Flowchart of the experiments analyzing the effect of protoporphyrin IX derivatives on Apis mellifera humoral immune response, number of Nosema ceranae spores in bees, and bee survival.

Figure 2

Effect of amide derivatives of protoporphyrin IX on the number of Nosema ceranae spores in infected Apis mellifera. Statistically significant differences between the infected control group and porphyrin-treated groups on a particular day are indicated with asterisks; block letters (A,B,C,D,E) indicate statistically significant differences between the days in the porphyrin groups.
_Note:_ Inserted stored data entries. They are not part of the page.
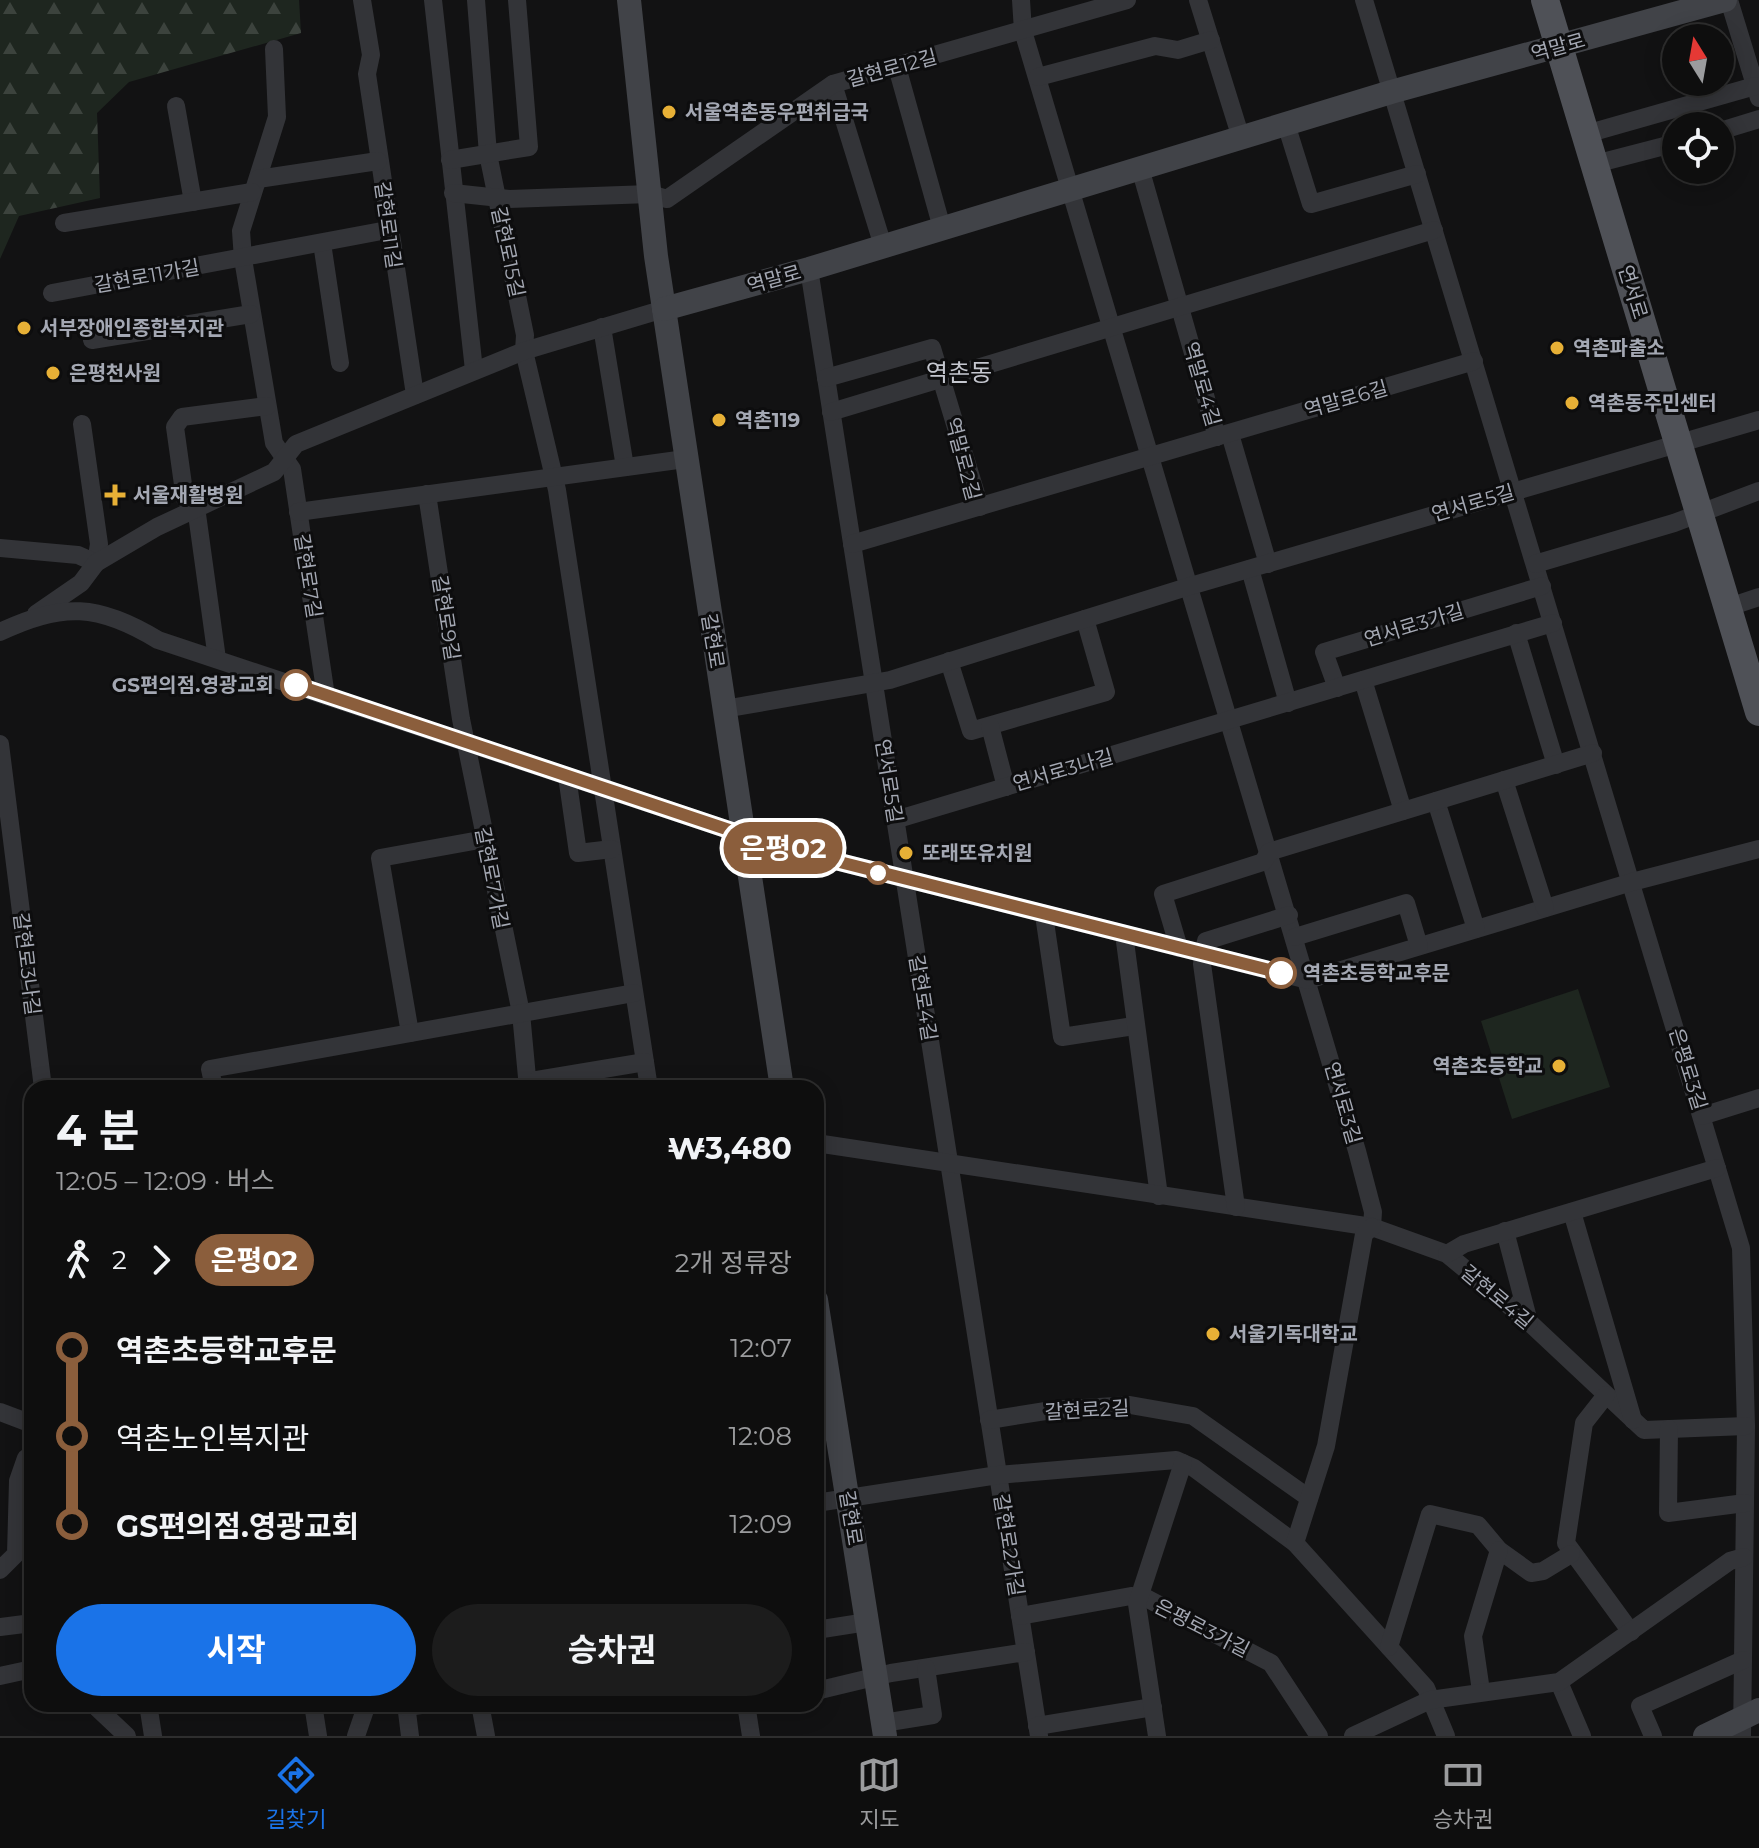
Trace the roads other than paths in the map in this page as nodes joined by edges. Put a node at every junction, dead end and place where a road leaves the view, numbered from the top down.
1 (362, 0) edge
2 (433, 0) edge
3 (476, 0) edge
4 (517, 0) edge
5 (629, 0) edge
6 (1021, 0) edge
7 (1127, 0) edge
8 (1198, 0) edge
9 (1364, 0) edge
10 (1545, 0) edge
11 (1727, 0) edge
12 (1023, 31) junction
13 (1211, 40) junction
14 (1560, 47) junction
15 (274, 49) dead end
16 (897, 67) junction
17 (1038, 77) junction
18 (833, 84) junction
19 (1391, 92) junction
20 (1757, 92) edge
21 (176, 106) dead end
22 (1759, 119) edge
23 (1286, 124) junction
24 (1734, 127) edge
25 (1586, 134) junction
26 (1241, 138) junction
27 (1662, 147) edge
28 (488, 154) junction
29 (450, 160) junction
30 (378, 161) junction
31 (1595, 164) junction
32 (1140, 168) junction
33 (1417, 174) junction
34 (255, 186) junction
35 (1069, 190) junction
36 (453, 193) junction
37 (650, 194) junction
38 (497, 195) junction
39 (193, 202) junction
40 (64, 223) dead end
41 (942, 228) junction
42 (387, 230) junction
43 (1434, 230) junction
44 (322, 243) junction
45 (883, 246) junction
46 (243, 259) junction
47 (809, 269) junction
48 (52, 293) dead end
49 (1180, 308) junction
50 (664, 309) junction
51 (251, 314) junction
52 (602, 327) junction
53 (1110, 330) junction
54 (92, 340) dead end
55 (524, 351) junction
56 (1474, 361) junction
57 (340, 363) dead end
58 (474, 370) junction
59 (826, 378) junction
60 (940, 379) junction
61 (415, 395) junction
62 (267, 406) junction
63 (831, 412) junction
64 (1759, 420) edge
65 (82, 424) dead end
66 (1224, 436) junction
67 (1679, 445) junction
68 (286, 457) junction
69 (1148, 458) junction
70 (685, 459) junction
71 (625, 467) junction
72 (554, 477) junction
73 (1759, 491) edge
74 (1513, 492) junction
75 (427, 494) junction
76 (196, 507) junction
77 (980, 507) junction
78 (298, 512) junction
79 (1700, 512) junction
80 (852, 544) junction
81 (0, 548) edge
82 (96, 563) junction
83 (1535, 564) junction
84 (1259, 566) junction
85 (1542, 586) junction
86 (1187, 587) junction
87 (1759, 597) edge
88 (1729, 607) junction
89 (34, 615) junction
90 (1085, 619) junction
91 (1553, 623) junction
92 (0, 632) edge
93 (1516, 633) junction
94 (217, 659) junction
95 (949, 661) junction
96 (1363, 680) junction
97 (873, 683) junction
98 (1337, 688) junction
99 (326, 696) junction
100 (1288, 703) junction
101 (724, 709) junction
102 (1759, 712) edge
103 (1230, 721) junction
104 (990, 726) junction
105 (466, 742) junction
106 (0, 744) edge
107 (1593, 753) junction
108 (1556, 765) junction
109 (567, 776) junction
110 (1504, 780) junction
111 (1006, 787) junction
112 (602, 788) junction
113 (1436, 801) junction
114 (1403, 811) junction
115 (895, 820) junction
116 (745, 835) junction
117 (485, 839) junction
118 (612, 849) junction
119 (1759, 849) edge
120 (1269, 852) junction
121 (904, 880) junction
122 (1632, 882) junction
123 (1545, 908) junction
124 (1044, 915) junction
125 (1289, 915) junction
126 (1476, 929) junction
127 (1124, 934) junction
128 (1295, 937) junction
129 (1419, 946) junction
130 (1179, 948) junction
131 (1203, 954) junction
132 (1308, 980) junction
133 (634, 993) junction
134 (521, 1013) junction
135 (1134, 1026) junction
136 (410, 1033) junction
137 (645, 1062) junction
138 (42, 1080) edge
139 (212, 1080) edge
140 (528, 1080) edge
141 (537, 1080) edge
142 (648, 1080) edge
143 (781, 1080) edge
144 (1759, 1098) edge
145 (1702, 1116) junction
146 (824, 1144) edge
147 (948, 1164) junction
148 (1717, 1168) junction
149 (1159, 1196) junction
150 (1236, 1207) junction
151 (1572, 1212) junction
152 (1365, 1226) junction
153 (1505, 1231) junction
154 (1447, 1254) junction
155 (1751, 1258) edge
156 (1529, 1322) junction
157 (824, 1373) edge
158 (1606, 1395) junction
159 (0, 1412) edge
160 (989, 1420) junction
161 (24, 1421) edge
162 (1633, 1421) junction
163 (1746, 1426) junction
164 (1669, 1429) junction
165 (1183, 1463) junction
166 (24, 1469) edge
167 (998, 1475) junction
168 (1309, 1498) junction
169 (848, 1499) junction
170 (824, 1502) edge
171 (1745, 1503) junction
172 (1295, 1543) junction
173 (1499, 1550) junction
174 (1571, 1554) junction
175 (1744, 1557) junction
176 (0, 1570) edge
177 (1139, 1596) junction
178 (1020, 1616) junction
179 (867, 1622) junction
180 (24, 1624) edge
181 (0, 1627) edge
182 (824, 1629) edge
183 (1631, 1632) junction
184 (1389, 1647) junction
185 (1026, 1652) junction
186 (1743, 1660) junction
187 (926, 1668) junction
188 (24, 1671) edge
189 (0, 1676) edge
190 (876, 1678) junction
191 (1559, 1682) junction
192 (824, 1689) edge
193 (1481, 1691) junction
194 (1430, 1700) junction
195 (1153, 1707) junction
196 (102, 1712) edge
197 (149, 1712) edge
198 (314, 1712) edge
199 (364, 1712) edge
200 (407, 1712) edge
201 (482, 1712) edge
202 (747, 1712) edge
203 (1748, 1721) edge
204 (884, 1730) edge
205 (1038, 1731) edge
206 (127, 1736) edge
207 (153, 1736) edge
208 (318, 1736) edge
209 (356, 1736) edge
210 (410, 1736) edge
211 (486, 1736) edge
212 (751, 1736) edge
213 (1157, 1736) edge
214 (1319, 1736) edge
215 (1353, 1736) edge
216 (1446, 1736) edge
217 (1582, 1736) edge
218 (1653, 1736) edge
219 (1705, 1736) edge

1 - 30 street, 갈현로11길
2 - 29 street
3 - 28 street, 갈현로15길
4 - 28 street
5 - 37 main road, 갈현로
6 - 12 street
7 - 12 street, 갈현로12길
8 - 13 street
9 - 19 street
10 - 14 main road, 연서로
11 - 14 main road, 역말로
11 - 20 street, 역말로
12 - 16 street, 갈현로12길
12 - 17 street
13 - 17 street
13 - 26 street
14 - 19 main road, 역말로
14 - 25 main road, 연서로
15 - 34 street
16 - 18 street, 갈현로12길
16 - 41 street
17 - 35 street
18 - 37 street, 갈현로12길
18 - 45 street
19 - 23 main road, 역말로
19 - 33 street
20 - 25 street
21 - 39 street
22 - 24 street
23 - 26 main road, 역말로
23 - 33 street
25 - 31 main road, 연서로
26 - 32 main road, 역말로
27 - 31 street
28 - 29 street
28 - 38 street, 갈현로15길
29 - 36 street
30 - 34 street
30 - 42 street, 갈현로11길
31 - 67 main road, 연서로
32 - 35 main road, 역말로
32 - 49 street, 역말로4길
33 - 43 street
34 - 39 street
34 - 46 street
35 - 41 main road, 역말로
35 - 53 street
36 - 38 street
36 - 58 street
37 - 38 street
37 - 50 main road, 갈현로
38 - 55 street, 갈현로15길
39 - 40 street
41 - 45 main road, 역말로
42 - 44 street, 갈현로11가길
42 - 61 street, 갈현로11길
43 - 49 street
43 - 56 street
44 - 46 street, 갈현로11가길
44 - 57 street
45 - 47 main road, 역말로
46 - 48 street, 갈현로11가길
46 - 51 street
47 - 50 main road, 역말로
47 - 59 street
49 - 53 street
49 - 66 street, 역말로4길
50 - 52 street
50 - 70 main road, 갈현로
51 - 54 street
51 - 62 street
52 - 55 street
52 - 71 street
53 - 60 street
53 - 69 street
55 - 58 street
55 - 72 street
56 - 66 street, 역말로6길
56 - 74 street
58 - 61 street
59 - 60 street, 역말로2길
59 - 63 street
60 - 63 street
60 - 77 street, 역말로2길
61 - 68 street
62 - 68 street
62 - 76 street
63 - 80 street
64 - 67 street, 연서로5길
65 - 82 street
66 - 69 street, 역말로4길
66 - 84 street
67 - 74 street, 연서로5길
67 - 79 main road, 연서로
68 - 76 street
68 - 78 street, 갈현로7길
69 - 77 street, 역말로4길
69 - 86 street
70 - 71 street
70 - 101 main road, 갈현로
71 - 72 street
72 - 75 street
72 - 112 street
73 - 79 street
74 - 83 street
74 - 84 street, 연서로5길
75 - 78 street
75 - 105 street, 갈현로9길
76 - 82 street
76 - 94 street
77 - 80 street, 역말로2길
78 - 99 street, 갈현로7길
79 - 83 street
79 - 88 main road, 연서로
80 - 97 street
81 - 82 street
82 - 89 street
83 - 85 street
84 - 86 street, 연서로5길
84 - 100 street
85 - 91 street
85 - 98 street, 연서로3가길
86 - 90 street, 연서로5길
86 - 103 street
87 - 88 street
88 - 102 main road, 연서로
89 - 92 street
89 - 94 street
90 - 95 street, 연서로5길
90 - 104 street
91 - 93 street, 연서로3가길
91 - 107 street
93 - 96 street, 연서로3가길
93 - 108 street
94 - 99 street
95 - 97 street, 연서로5길
95 - 104 street
96 - 98 street, 연서로3가길
96 - 114 street, 연서로3가길
97 - 101 street, 연서로5길
97 - 115 street, 연서로5길
98 - 100 street, 연서로3가길
99 - 105 street
100 - 103 street, 연서로3가길
101 - 116 main road, 갈현로
103 - 111 street, 연서로3나길
103 - 120 street
104 - 111 street
105 - 109 street
105 - 117 street, 갈현로7가길
106 - 138 street, 갈현로3나길
107 - 108 street
107 - 122 street
108 - 110 street
109 - 112 street
109 - 118 street
110 - 113 street
110 - 123 street
111 - 115 street, 연서로3나길
112 - 116 street
112 - 118 street
113 - 114 street
113 - 126 street
114 - 120 street
115 - 121 street, 연서로5길
116 - 121 street
116 - 143 main road, 갈현로
117 - 134 street, 갈현로7가길
117 - 136 street
118 - 133 street
119 - 122 street
120 - 125 street
120 - 130 street
121 - 124 street
121 - 147 street, 갈현로4길
122 - 123 street
122 - 145 street, 은평로3길
123 - 126 street
124 - 127 street
124 - 135 street
125 - 128 street
125 - 131 street
126 - 129 street
127 - 130 street
127 - 135 street
128 - 129 street
128 - 132 street
129 - 132 street
130 - 131 street
131 - 132 street
131 - 150 street
132 - 152 street, 연서로3길
133 - 134 street
133 - 137 street
134 - 136 street
134 - 140 street, 갈현로7가길
135 - 149 street
136 - 139 street
137 - 141 street
137 - 142 street
144 - 145 street
145 - 148 street, 은평로3길
146 - 147 street, 갈현로4길
147 - 149 street, 갈현로4길
147 - 160 street, 갈현로4길
148 - 151 street
148 - 155 street, 은평로3길
149 - 150 street, 갈현로4길
150 - 152 street, 갈현로4길
151 - 153 street
151 - 162 street
152 - 154 street, 갈현로4길
152 - 168 street
153 - 154 street
153 - 156 street
154 - 156 street, 갈현로4길
155 - 163 street, 은평로3길
156 - 158 street, 갈현로4길
157 - 169 main road, 갈현로
158 - 162 street, 갈현로4길
158 - 174 street
159 - 161 street
160 - 167 street
160 - 168 street, 갈현로2길
162 - 164 street
163 - 164 street
163 - 171 street, 은평로3길
164 - 171 street
165 - 167 street
165 - 172 street
165 - 177 street
166 - 176 street
167 - 169 street
167 - 178 street, 갈현로2가길
168 - 172 street
169 - 170 street
169 - 179 main road, 갈현로
171 - 175 street, 은평로3길
172 - 184 street
173 - 174 street
173 - 184 street
173 - 193 street
174 - 183 street
175 - 183 street
175 - 186 street, 은평로3길
177 - 178 street, 갈현로2가길
177 - 195 street, 은평로3가길
177 - 214 street, 은평로3가길
178 - 185 street, 갈현로2가길
179 - 182 street
179 - 190 main road, 갈현로
180 - 181 street
183 - 191 street
184 - 194 street
185 - 187 street
185 - 205 street, 갈현로2가길
186 - 203 street, 은평로3길
186 - 218 street
187 - 190 street
187 - 204 street
188 - 189 street
190 - 192 street
190 - 204 main road, 갈현로
191 - 193 street
191 - 217 street
193 - 194 street
194 - 215 street
194 - 216 street
195 - 205 street, 갈현로2가길
195 - 213 street, 은평로3가길
196 - 206 street
197 - 207 street
198 - 208 street
199 - 209 street
200 - 210 street
201 - 211 street
202 - 212 street
203 - 219 main road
The dashed line indicates groups of infected bees prior to porphyrin administration. The error bars represent standard errors of data.

Figure 3

Kaplan–Meier survival curves for uninfected and N. ceranae-infected honeybees treated with protoporphyrin IX derivatives (a) PP(Asp)₂ and (b) PP(Lys)₂ administered with the sucrose syrup supplement.

Figure 4

Confocal microscopic images of the midgut segment with porphyrin accumulation in the area of epithelial cells: (a) with anchored Nosema ceranae spores in infected honeybees and (b) free of N. ceranae spores in non-infected honeybees (λ_exc = 405 nm). DIC—differential interference contrast; corresponding fluorescence spectra were collected from the points indicated by arrows.

Figure 5

Fluorescence spectra of the honeybee hemolymph showing the presence of protoporphyrin IX amide derivatives (a) PP(Asp)₂ and (b) PP(Lys)₂ inside the hemocoel.

Figure 6

Phenoloxidase activity in honeybees on days 3 (a) and 4 (b) post infection; n.i.—non-infected honeybees; i.—Nosema-infected honeybees; Controls—honeybees fed with pure sucrose syrup; PP(Asp)₂ and PP(Lys)₂—honeybees fed with sucrose syrup containing porphyrin.

Figure 7

Effect of porphyrins PP(Asp)₂ and PP(Lys)₂ on immune-related AMP gene expression in honeybees (a) on day 3 post N. ceranae-infection; (b) on day 4 post N. ceranae-infection. Aba—abaecin, Def—defensin, Hym—hymenoptaecin. Non-infected control and infected control bees fed with sucrose syrup only. Bars marked with asterisks are statistically significantly different from the non-infected control; error bars represent standard errors of data.